++++ Raw data

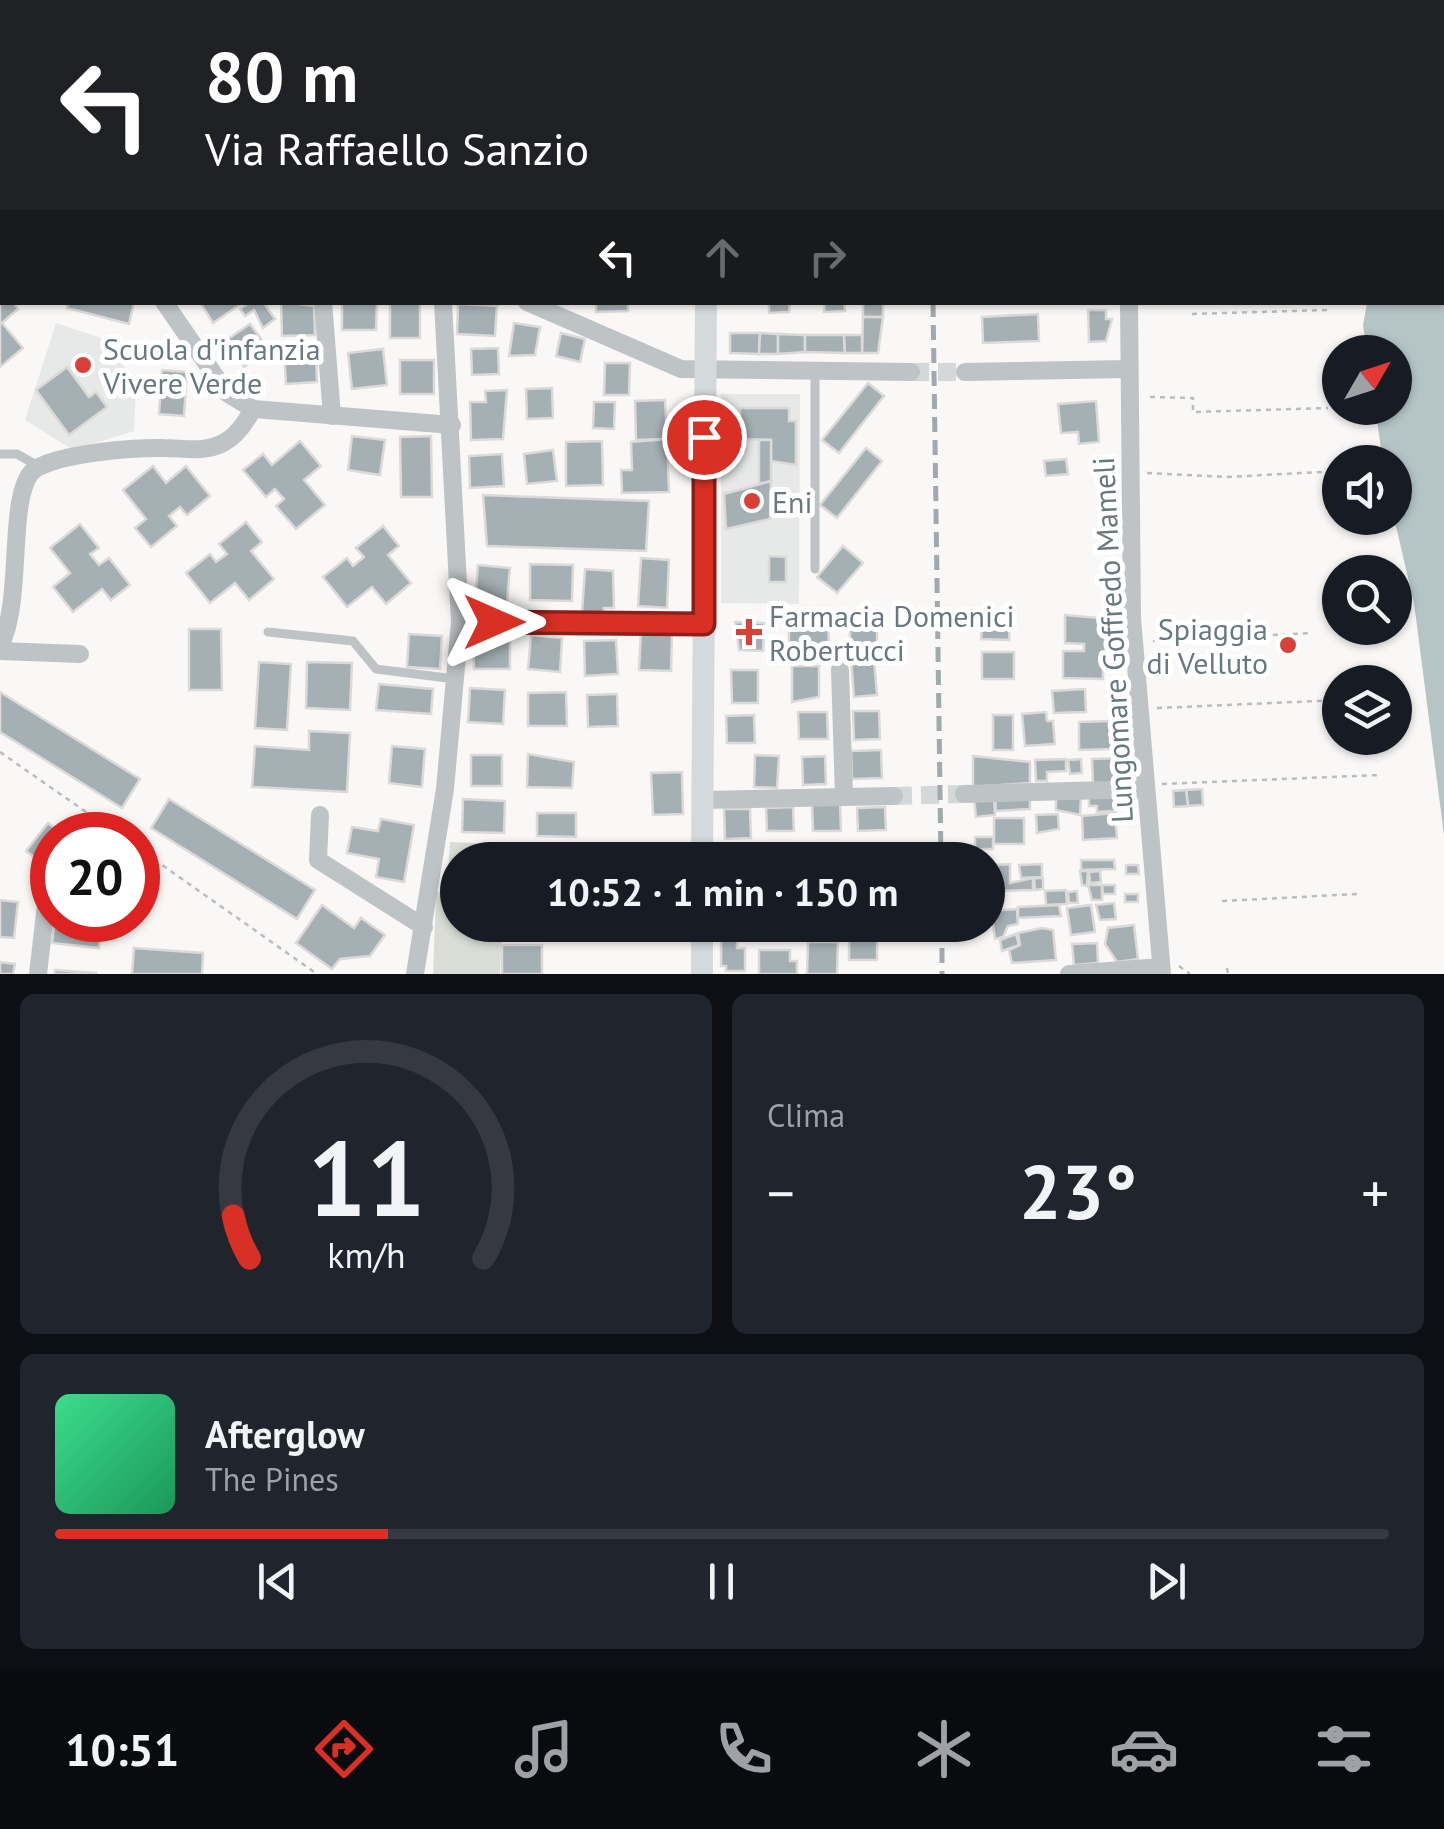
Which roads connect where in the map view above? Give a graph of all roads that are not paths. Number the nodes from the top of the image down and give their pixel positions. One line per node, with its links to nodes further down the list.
1 (166, 305): 12 (street)
2 (323, 305): 13 (street)
3 (443, 305): 14 (street)
4 (533, 305): 8 (street)
5 (706, 305): 8 (main road)
6 (1129, 305): 7 (street, Lungomare Goffredo Mameli)
7 (1128, 369): 11 (street); 25 (street, Lungomare Goffredo Mameli)
8 (704, 371): 9 (street); 19 (main road)
9 (815, 372): 10 (street); 17 (lane)
10 (910, 372)
11 (966, 372)
12 (254, 409): 13 (street); 16 (street)
13 (332, 416): 14 (street)
14 (452, 425): 18 (street)
15 (0, 454): 16 (lane)
16 (38, 466): 21 (street)
17 (815, 569)
18 (460, 622): 19 (lane); 24 (street)
19 (704, 624): 29 (main road)
20 (268, 632): 24 (lane)
21 (0, 648): 22 (street)
22 (80, 654)
23 (840, 670): 28 (street)
24 (455, 679): 32 (street)
25 (1153, 784): 26 (street); 35 (street, Lungomare Goffredo Mameli)
26 (964, 794)
27 (894, 796): 28 (street)
28 (844, 797): 29 (street)
29 (703, 800): 31 (main road)
30 (320, 814): 32 (street)
31 (702, 842)
32 (424, 926): 37 (street)
33 (42, 942): 36 (street)
34 (702, 942): 38 (main road)
35 (1167, 972): 39 (street)
36 (38, 974)
37 (415, 974)
38 (702, 974)
39 (1069, 974)

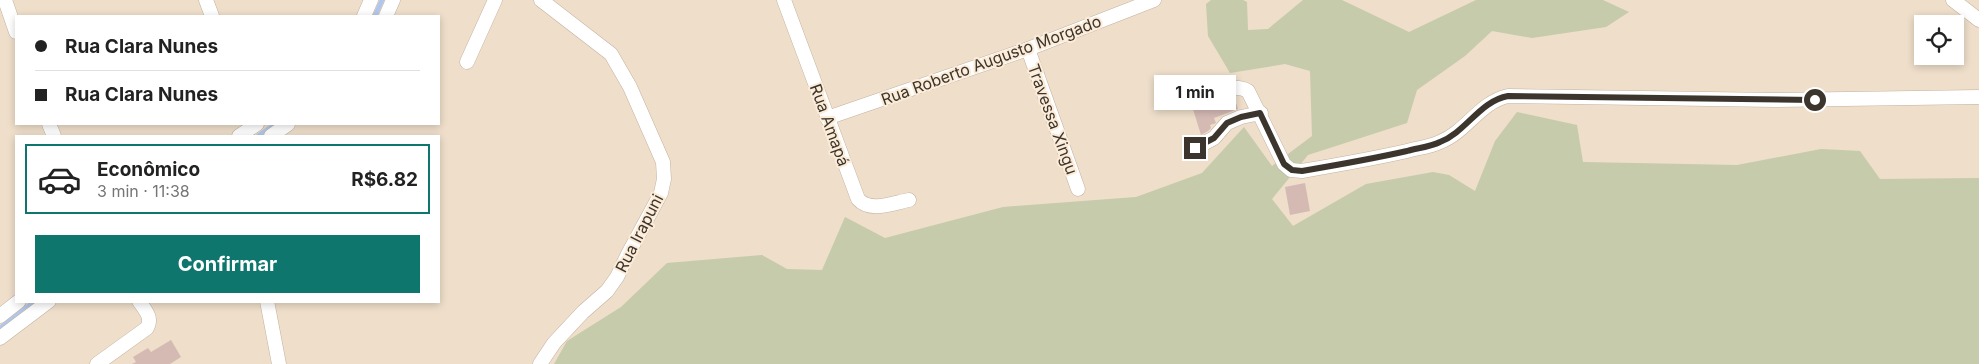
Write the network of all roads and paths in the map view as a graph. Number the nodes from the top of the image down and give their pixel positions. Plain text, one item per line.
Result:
1 (5, 0) edge
2 (206, 0) edge
3 (371, 0) edge
4 (393, 0) edge
5 (495, 0) edge
6 (541, 0) edge
7 (784, 0) edge
8 (1154, 0) edge
9 (1953, 0) edge
10 (212, 15) edge
11 (364, 15) edge
12 (386, 15) edge
13 (1979, 20) edge
14 (15, 29) edge
15 (1028, 50) junction
16 (467, 62) dead end
17 (1207, 93) dead end
18 (1979, 97) edge
19 (1260, 113) junction
20 (827, 118) junction
21 (287, 125) edge
22 (272, 135) edge
23 (1195, 148) dead end
24 (1078, 189) dead end
25 (909, 200) dead end
26 (16, 303) edge
27 (47, 303) edge
28 (139, 303) edge
29 (267, 303) edge
30 (0, 316) edge
31 (0, 338) edge
32 (97, 364) edge
33 (279, 364) edge
34 (540, 364) edge

1 - 14 street
2 - 10 street
3 - 11 street
4 - 12 street
5 - 16 street
6 - 34 street, Rua Irapuni
7 - 20 street, Rua Amapá
8 - 15 street, Rua Roberto Augusto Morgado
9 - 13 street
15 - 20 street, Rua Roberto Augusto Morgado
15 - 24 street, Travessa Xingu
17 - 19 street
18 - 19 street
19 - 23 street
20 - 25 street, Rua Amapá
21 - 22 street
26 - 30 street
27 - 31 street
28 - 32 street
29 - 33 street

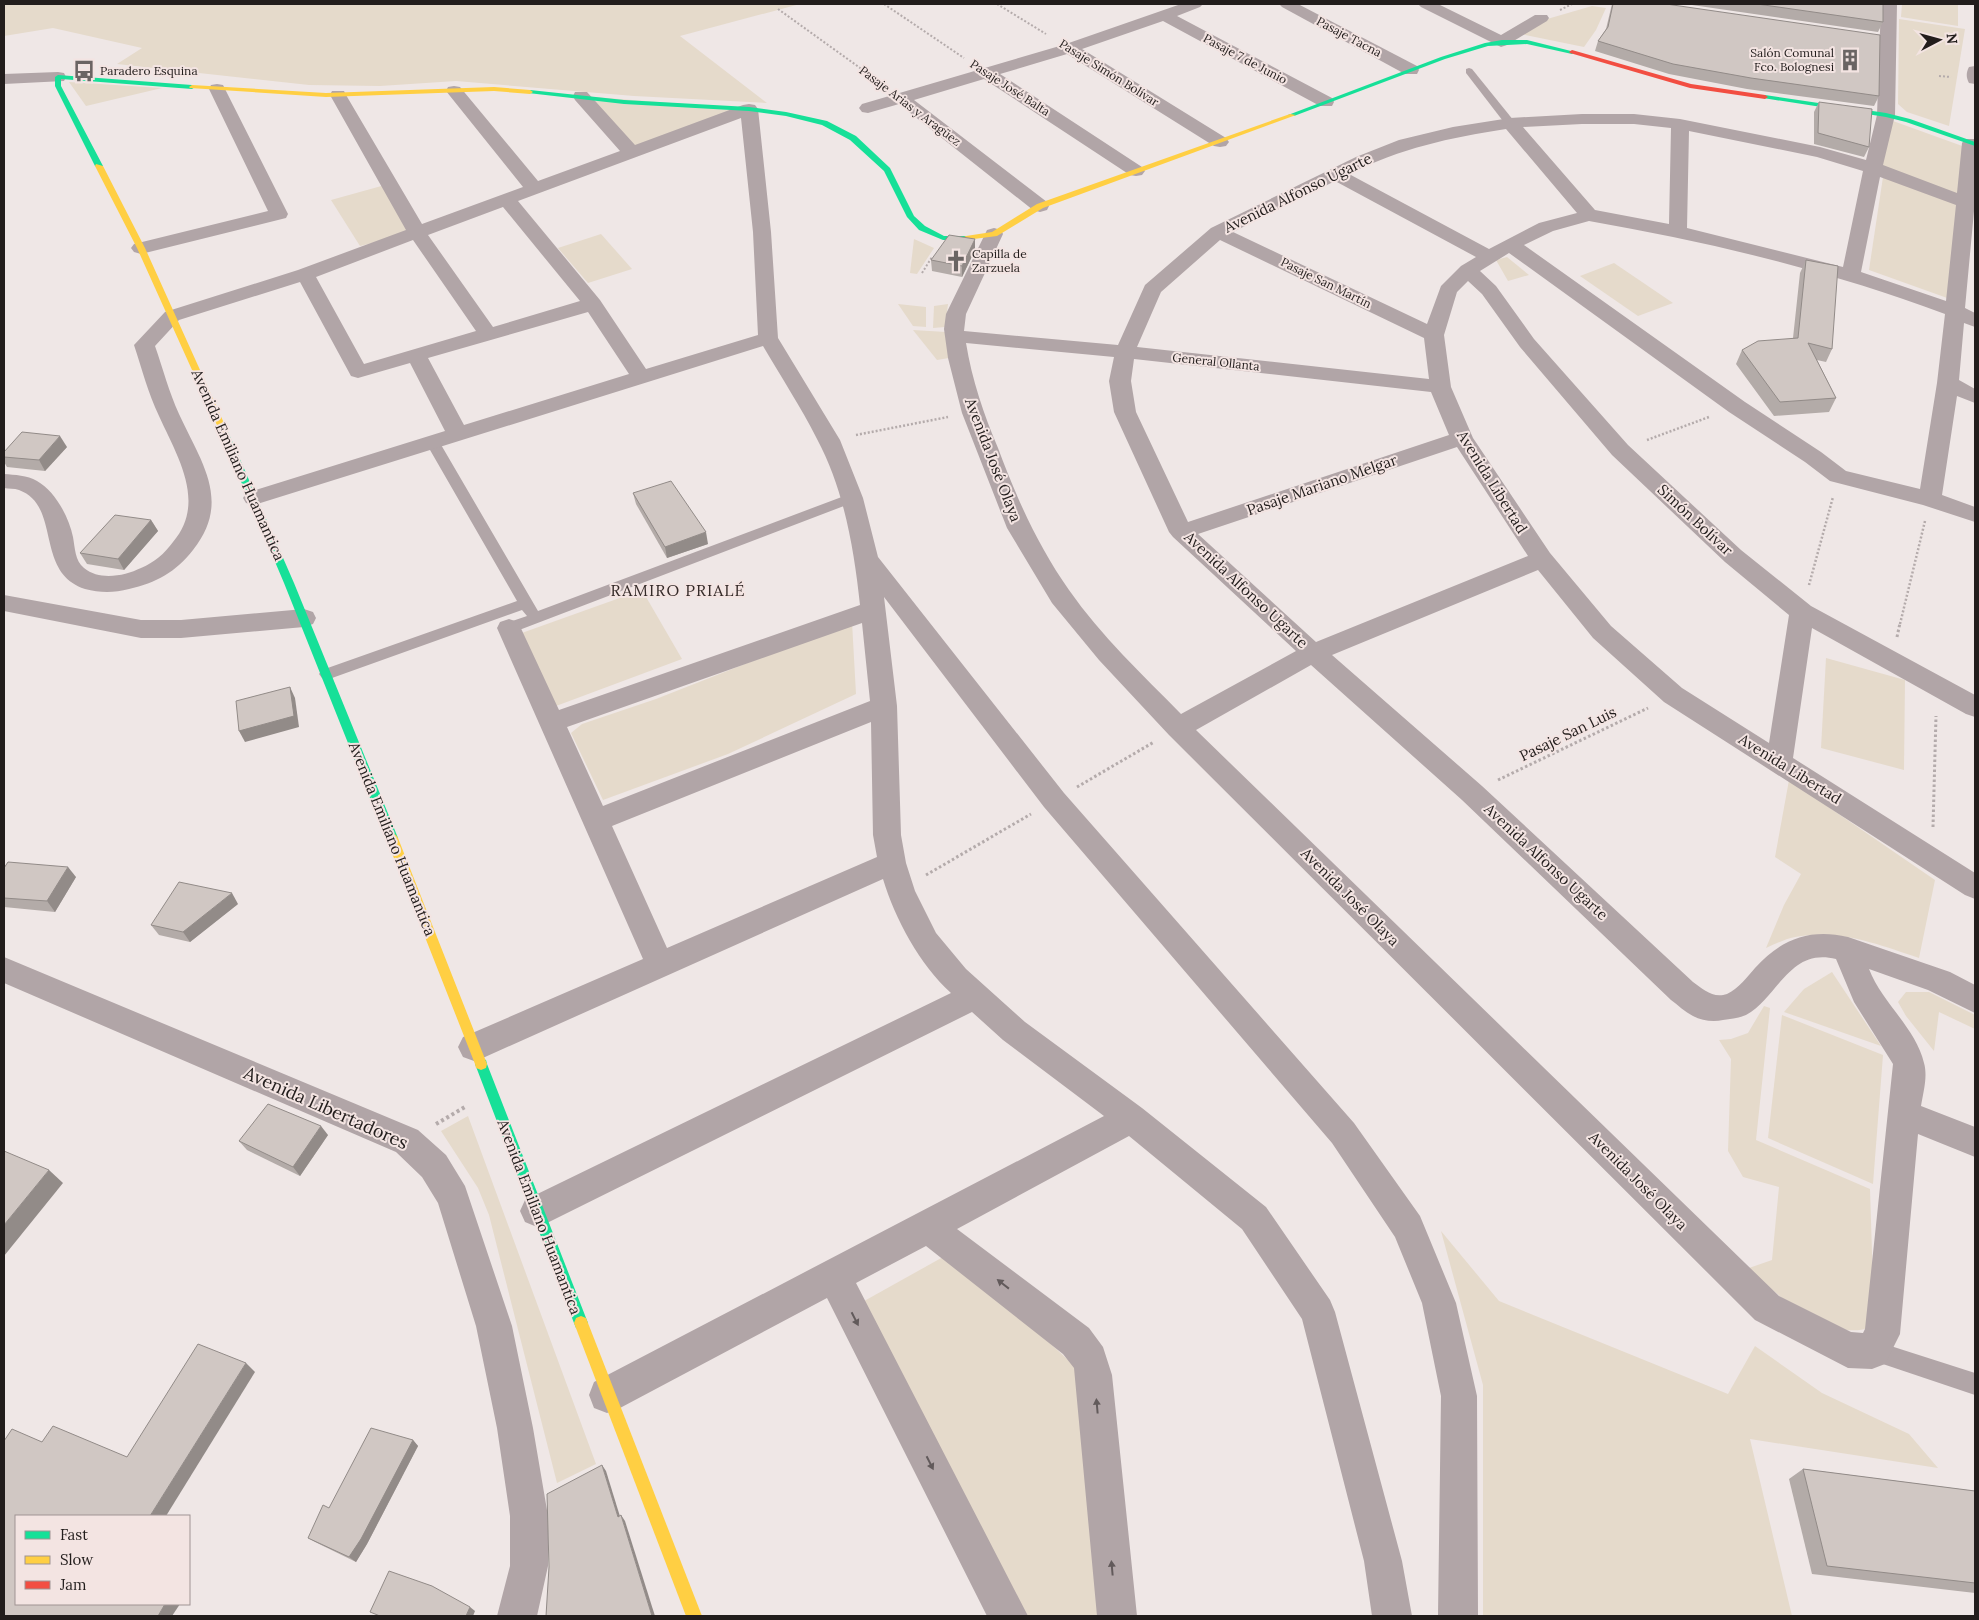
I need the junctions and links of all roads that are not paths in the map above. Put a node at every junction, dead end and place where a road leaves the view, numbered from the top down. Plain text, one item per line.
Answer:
1 (1195, 4) edge
2 (1287, 4) edge
3 (1426, 4) edge
4 (1889, 4) edge
5 (1164, 15) junction
6 (1541, 18) dead end
7 (1868, 37) edge
8 (1888, 40) junction
9 (1502, 42) junction
10 (1069, 48) junction
11 (1411, 70) junction
12 (1469, 71) dead end
13 (1975, 71) edge
14 (987, 73) junction
15 (58, 77) junction
16 (9, 79) edge
17 (1975, 79) edge
18 (218, 89) junction
19 (454, 91) junction
20 (338, 95) junction
21 (581, 96) junction
22 (903, 99) junction
23 (1326, 102) junction
24 (868, 108) dead end
25 (749, 109) junction
26 (1886, 115) junction
27 (1510, 124) junction
28 (1680, 124) junction
29 (1220, 142) junction
30 (1973, 144) edge
31 (632, 153) junction
32 (1873, 168) junction
33 (1136, 171) junction
34 (1336, 174) junction
35 (535, 188) junction
36 (507, 199) junction
37 (1970, 204) edge
38 (1040, 206) junction
39 (1589, 215) junction
40 (1678, 231) junction
41 (418, 232) junction
42 (1218, 232) junction
43 (994, 234) junction
44 (1510, 244) junction
45 (141, 248) junction
46 (1488, 256) junction
47 (1468, 270) junction
48 (305, 274) junction
49 (1851, 275) junction
50 (593, 304) junction
51 (1955, 311) junction
52 (172, 316) junction
53 (1975, 320) edge
54 (487, 334) junction
55 (1434, 335) junction
56 (954, 336) junction
57 (768, 338) junction
58 (1125, 352) junction
59 (417, 356) junction
60 (642, 378) junction
61 (1948, 383) junction
62 (1440, 387) junction
63 (1975, 397) edge
64 (458, 435) junction
65 (1462, 438) junction
66 (433, 442) junction
67 (4, 481) edge
68 (254, 498) junction
69 (852, 498) junction
70 (1930, 499) junction
71 (1975, 515) edge
72 (1181, 532) junction
73 (867, 559) junction
74 (1542, 559) junction
75 (526, 603) junction
76 (4, 604) edge
77 (872, 610) junction
78 (1802, 612) junction
79 (304, 618) junction
80 (535, 619) junction
81 (510, 628) joint
82 (1313, 652) junction
83 (327, 674) junction
84 (884, 706) junction
85 (1975, 707) edge
86 (553, 722) junction
87 (1178, 728) junction
88 (1779, 763) junction
89 (595, 821) junction
90 (892, 863) junction
91 (1975, 887) edge
92 (1848, 949) junction
93 (660, 965) junction
94 (4, 970) edge
95 (974, 996) junction
96 (1975, 1000) edge
97 (474, 1047) junction
98 (1904, 1114) junction
99 (1131, 1118) junction
100 (1975, 1142) edge
101 (537, 1211) junction
102 (928, 1227) junction
103 (833, 1276) junction
104 (1872, 1351) junction
105 (1975, 1384) edge
106 (607, 1395) junction
107 (517, 1616) edge
108 (694, 1616) edge
109 (1008, 1616) edge
110 (1117, 1616) edge
111 (1392, 1616) edge
112 (1458, 1616) edge

1 - 5 street
2 - 11 street, Pasaje Tacna
3 - 9 street
4 - 8 street
5 - 10 street
5 - 23 street, Pasaje 7 de Junio
6 - 9 street
7 - 8 street
8 - 26 street
9 - 11 street
9 - 26 street
10 - 14 street
10 - 29 street, Pasaje Simón Bolívar
11 - 23 street
12 - 27 lane
13 - 17 street
14 - 22 street
14 - 33 street, Pasaje José Balta
15 - 16 street
15 - 18 street
15 - 45 street, Avenida Emiliano Huamantica
18 - 20 street
18 - 45 street
19 - 20 street
19 - 21 street
19 - 35 street
20 - 41 street
21 - 25 street
21 - 31 street
22 - 24 street
22 - 38 street, Pasaje Arias y Aragüez
23 - 29 street
25 - 31 street
25 - 43 street
25 - 57 street
26 - 30 street
26 - 32 street
27 - 28 street, Avenida Alfonso Ugarte
27 - 34 street, Avenida Alfonso Ugarte
27 - 39 street
28 - 32 street, Avenida Alfonso Ugarte
28 - 40 street
29 - 33 street
30 - 37 street
31 - 35 street
32 - 37 street, Avenida Alfonso Ugarte
32 - 49 street
33 - 38 street
34 - 42 street, Avenida Alfonso Ugarte
34 - 46 street
35 - 36 street
36 - 41 street
36 - 50 street
37 - 51 street
38 - 43 street
39 - 40 street, Avenida Libertad
39 - 44 street, Avenida Libertad
40 - 49 street, Avenida Libertad
41 - 48 street
41 - 54 street
42 - 55 street, Pasaje San Martín
42 - 58 street, Avenida Alfonso Ugarte
43 - 56 street, Avenida José Olaya
44 - 46 street, Avenida Libertad
44 - 70 street
45 - 52 street, Avenida Emiliano Huamantica
46 - 47 street, Avenida Libertad
47 - 55 street, Avenida Libertad
47 - 78 street, Simón Bolívar
48 - 52 street
48 - 59 street
49 - 51 street, Avenida Libertad
50 - 54 street
50 - 60 street
51 - 53 street, Avenida Libertad
51 - 61 street
52 - 67 street
52 - 68 street, Avenida Emiliano Huamantica
54 - 59 street
55 - 62 street, Avenida Libertad
56 - 58 street, General Ollanta
56 - 87 street, Avenida José Olaya
57 - 60 street
57 - 69 street
58 - 62 street, General Ollanta
58 - 72 street, Avenida Alfonso Ugarte
59 - 64 street
60 - 64 street
61 - 63 street
61 - 70 street
62 - 65 street, Avenida Libertad
64 - 66 street
65 - 72 street, Pasaje Mariano Melgar
65 - 74 street, Avenida Libertad
66 - 68 street
66 - 75 lane
68 - 79 street, Avenida Emiliano Huamantica
69 - 73 street
69 - 80 lane
70 - 71 street
72 - 82 street, Avenida Alfonso Ugarte
73 - 77 street
73 - 112 street
74 - 82 street
74 - 88 street, Avenida Libertad
75 - 80 lane
75 - 83 lane
76 - 79 street
77 - 84 street
77 - 86 street
78 - 85 street, Simón Bolívar
78 - 88 street
79 - 83 street, Avenida Emiliano Huamantica
80 - 81 lane
81 - 86 street
82 - 87 street
82 - 92 street, Avenida Alfonso Ugarte
83 - 97 street, Avenida Emiliano Huamantica
84 - 89 street
84 - 90 street
86 - 89 street
87 - 104 street, Avenida José Olaya
88 - 91 street, Avenida Libertad
89 - 93 street
90 - 93 street
90 - 95 street
92 - 96 street
92 - 98 street
93 - 97 street
94 - 107 street, Avenida Libertadores
95 - 99 street
95 - 101 street
97 - 101 street, Avenida Emiliano Huamantica
98 - 100 street
98 - 104 street
99 - 102 street
99 - 111 street
101 - 106 street, Avenida Emiliano Huamantica
102 - 103 street
110 -> 102 street
103 - 106 street
103 -> 109 street
104 - 105 lane
106 - 108 street, Avenida Emiliano Huamantica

++++++++

#### What to work on:
Copy every line of the data above in which the string "Simón" appears.

#### Reply:
10 - 29 street, Pasaje Simón Bolívar
47 - 78 street, Simón Bolívar
78 - 85 street, Simón Bolívar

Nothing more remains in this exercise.